Na seqüência o autor descreve o sistema de vassalagem, na forma de pirâmide social, que culmina no Senhor
Supremo ao qual todos devem obediência e cujo representante sobre a Terra é a Igreja. O sistema feudal
continua com a atitude do desprezo ao trabalho, própria da antigüidade clássica, justificando-a religiosamente
no sentido da contraposição entre o profano e o sagrado o mundano e o divino. A nobreza exalta o ócio,
enquanto, do outro lado, os servos desenvolvem valores morais como a solidariedade, a ajuda mútua entre os
iguais e, o amor pelo trabalho que lhes proporcionava o sustento, e apreço pela igualdade e a liberdade
abstratas, no plano espiritual.
Com as cruzadas e o ressurgimento do comércio, dentro da sociedade feudal, surgem aos poucos as
condições para a liberação da mão-de-obra, processo que se consolidará efetivamente apenas com a
revolução industrial no século XVIII, substituindo a primazia da propriedade fundiária feudal, como condição de
poder, pelo lucro, o dinheiro, desenvolvendo o espírito de posse, o individualismo e a competição como valores
morais, transformando a sociedade num campo de guerra de todos contra todos (p. 36). Nessa passagem o
pensamento burguês vai transformando alguns vícios da aristocracia medieval em virtudes: a laboriosidade do
ser humano, a igualdade de direitos, a liberdade, mas enquanto a burguesia ia se consolidando no poder tais
virtudes são substituídas pelo parasitismo social, a dissimulação, o cinismo, etc. “Contudo, apesar das
mudanças, conserva-se o cerne do sistema: a exploração do homem pelo homem e o lucro como lei
fundamental” (p. 37)
Como forma de harmonizar os interesses antagônicos entre as classes, a burguesia faz o discurso da elevação
das condições materiais de vida dos trabalhadores, efetivamente conquistadas por estes, e acrescenta a idéia
da colaboração de todos uma vez que “cada um faz parte da empresa”, mesmo que isto custe o rompimento de
vínculos solidários para com os colegas.
O autor aborda também a questão do colonialismo, que hoje se denomina maquiadamente de globalização ou
de economia de mercado, com suas leis independentes dos indivíduos, para aparentar imparcialidade diante
das sociedades excluídas pelo próprio processo.
No final do item o autor aposta em uma nova moral, resultante obviamente de transformações radicais na
relação homem-natureza-homens. Uma moral que considere o “ser humano sempre e ao mesmo tempo como
fim em si mesmo e nunca apenas como meio”, isto é, que pratique o imperativo kantiano.
O Progresso Moral
Sanchez Vazquez argumenta que as mudanças qualitativas ocorridas no processo descrito no item anterior
mostram que houve um progresso nas atividades humanas fundamentais e nas formas de relação e de
organização das atividades práticas e espirituais. Fiel ao princípio marxista de que as mudanças da moral,
dentro do âmbito maior da cultura, devem-se às mudanças nas formas de produção material da vida, afirma a
existência de um progresso histórico-social, condição para o progresso moral e indica critérios para se verificar
esse progresso, embora reconheça que tal progresso não resultou de uma ação planejada, livre e consciente
da humanidade:
- “O progresso moral se mede pela ampliação da esfera moral na vida social”, isto é, pela ampliação de
situações diante das quais não há solução pré-estabelecida, diante das quais os indivíduos precisam decidir.

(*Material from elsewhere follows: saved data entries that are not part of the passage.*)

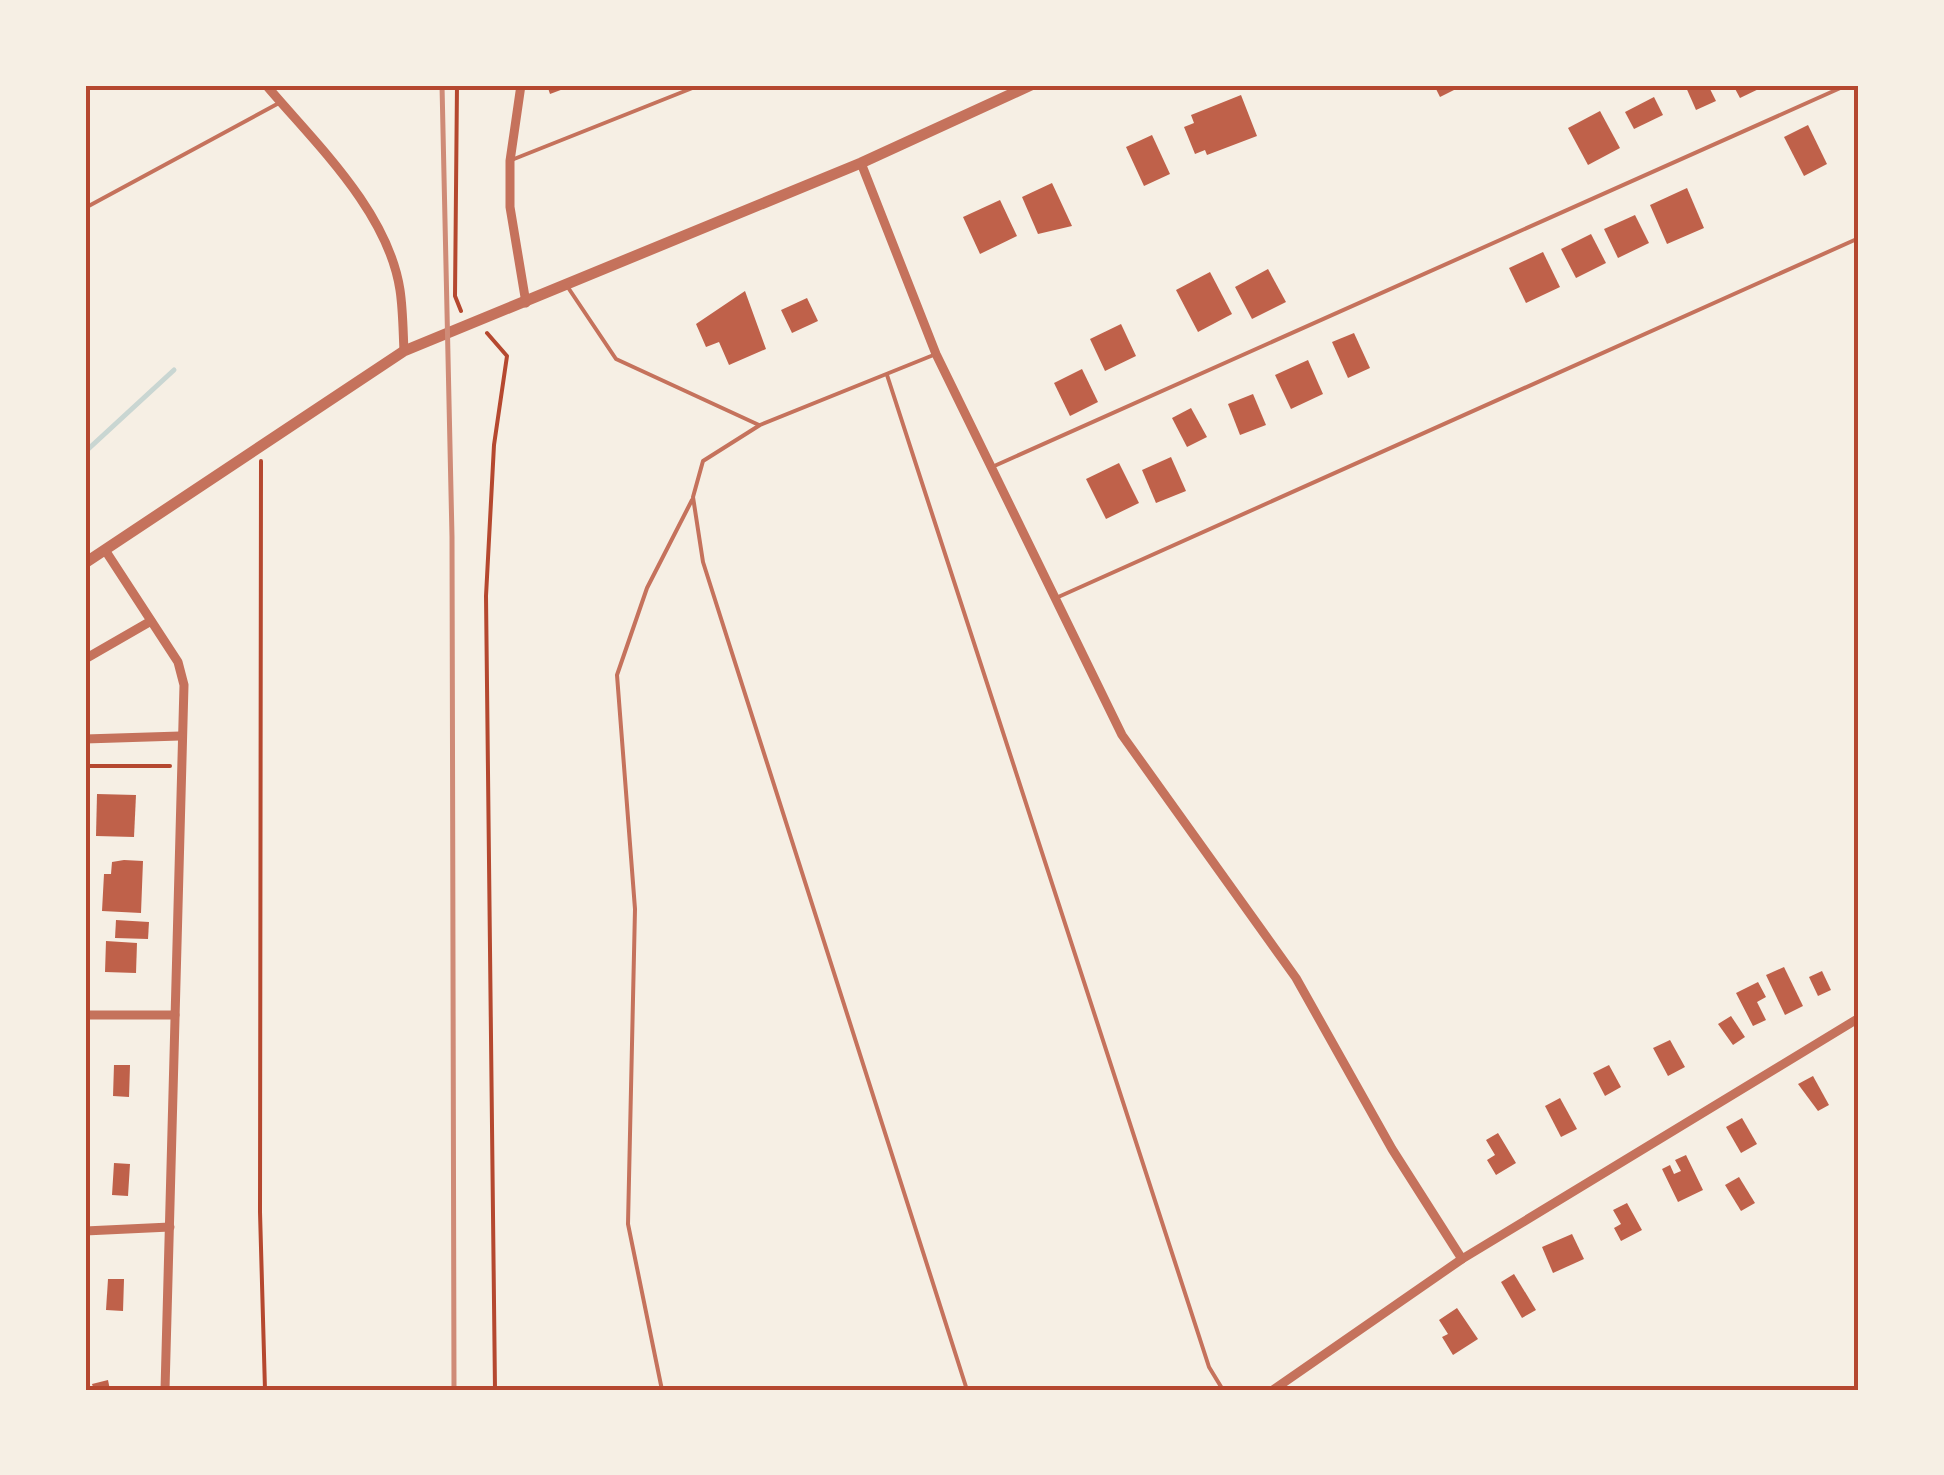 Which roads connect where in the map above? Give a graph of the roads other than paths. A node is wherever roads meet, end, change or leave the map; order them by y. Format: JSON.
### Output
{"nodes":[{"id":1,"x":266,"y":85,"type":"edge"},
{"id":2,"x":520,"y":85,"type":"edge"},
{"id":3,"x":700,"y":85,"type":"edge"},
{"id":4,"x":1031,"y":85,"type":"edge"},
{"id":5,"x":1847,"y":85,"type":"edge"},
{"id":6,"x":280,"y":102,"type":"junction"},
{"id":7,"x":510,"y":161,"type":"junction"},
{"id":8,"x":861,"y":163,"type":"junction"},
{"id":9,"x":85,"y":208,"type":"edge"},
{"id":10,"x":1859,"y":238,"type":"edge"},
{"id":11,"x":567,"y":286,"type":"junction"},
{"id":12,"x":526,"y":303,"type":"junction"},
{"id":13,"x":404,"y":352,"type":"junction"},
{"id":14,"x":936,"y":354,"type":"junction"},
{"id":15,"x":887,"y":375,"type":"junction"},
{"id":16,"x":760,"y":425,"type":"junction"},
{"id":17,"x":992,"y":467,"type":"junction"},
{"id":18,"x":693,"y":497,"type":"junction"},
{"id":19,"x":105,"y":550,"type":"junction"},
{"id":20,"x":85,"y":563,"type":"edge"},
{"id":21,"x":1056,"y":598,"type":"junction"},
{"id":22,"x":151,"y":621,"type":"junction"},
{"id":23,"x":85,"y":659,"type":"edge"},
{"id":24,"x":180,"y":736,"type":"junction"},
{"id":25,"x":85,"y":739,"type":"edge"},
{"id":26,"x":85,"y":1014,"type":"edge"},
{"id":27,"x":174,"y":1015,"type":"junction"},
{"id":28,"x":1859,"y":1018,"type":"edge"},
{"id":29,"x":170,"y":1227,"type":"junction"},
{"id":30,"x":85,"y":1231,"type":"edge"},
{"id":31,"x":1462,"y":1259,"type":"junction"},
{"id":32,"x":164,"y":1390,"type":"edge"},
{"id":33,"x":662,"y":1390,"type":"edge"},
{"id":34,"x":967,"y":1390,"type":"edge"},
{"id":35,"x":1224,"y":1390,"type":"edge"},
{"id":36,"x":1274,"y":1390,"type":"edge"}],
"edges":[{"from":1,"to":6,"type":"street"},
{"from":2,"to":7,"type":"street"},
{"from":3,"to":7,"type":"lane"},
{"from":4,"to":8,"type":"street"},
{"from":5,"to":17,"type":"lane"},
{"from":6,"to":9,"type":"lane"},
{"from":6,"to":13,"type":"street"},
{"from":7,"to":12,"type":"street"},
{"from":8,"to":11,"type":"street"},
{"from":8,"to":14,"type":"street"},
{"from":10,"to":21,"type":"lane"},
{"from":11,"to":12,"type":"street"},
{"from":11,"to":16,"type":"lane"},
{"from":12,"to":13,"type":"street"},
{"from":13,"to":19,"type":"street"},
{"from":14,"to":15,"type":"lane"},
{"from":14,"to":17,"type":"street"},
{"from":15,"to":16,"type":"lane"},
{"from":15,"to":35,"type":"lane"},
{"from":16,"to":18,"type":"lane"},
{"from":17,"to":21,"type":"street"},
{"from":18,"to":33,"type":"lane"},
{"from":18,"to":34,"type":"lane"},
{"from":19,"to":20,"type":"street"},
{"from":19,"to":22,"type":"street"},
{"from":21,"to":31,"type":"street"},
{"from":22,"to":23,"type":"street"},
{"from":22,"to":24,"type":"street"},
{"from":24,"to":25,"type":"street"},
{"from":24,"to":27,"type":"street"},
{"from":26,"to":27,"type":"street"},
{"from":27,"to":29,"type":"street"},
{"from":28,"to":31,"type":"street"},
{"from":29,"to":30,"type":"street"},
{"from":29,"to":32,"type":"street"},
{"from":31,"to":36,"type":"street"}]}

- “O progresso moral se determina pela elevação do caráter consciente e livre do comportamento dos
indivíduos e grupos sociais”, critério intimamente relacionado com o primeiro.
- “Índice e critério de progresso moral é, em terceiro lugar, o grau de articulação e de coordenação dos
interesses coletivos e pessoais”, isto é, a superação das contradições entre os interesses dos indivíduos e as
necessidades coletivas ou a gradativa harmonização de tais interesses.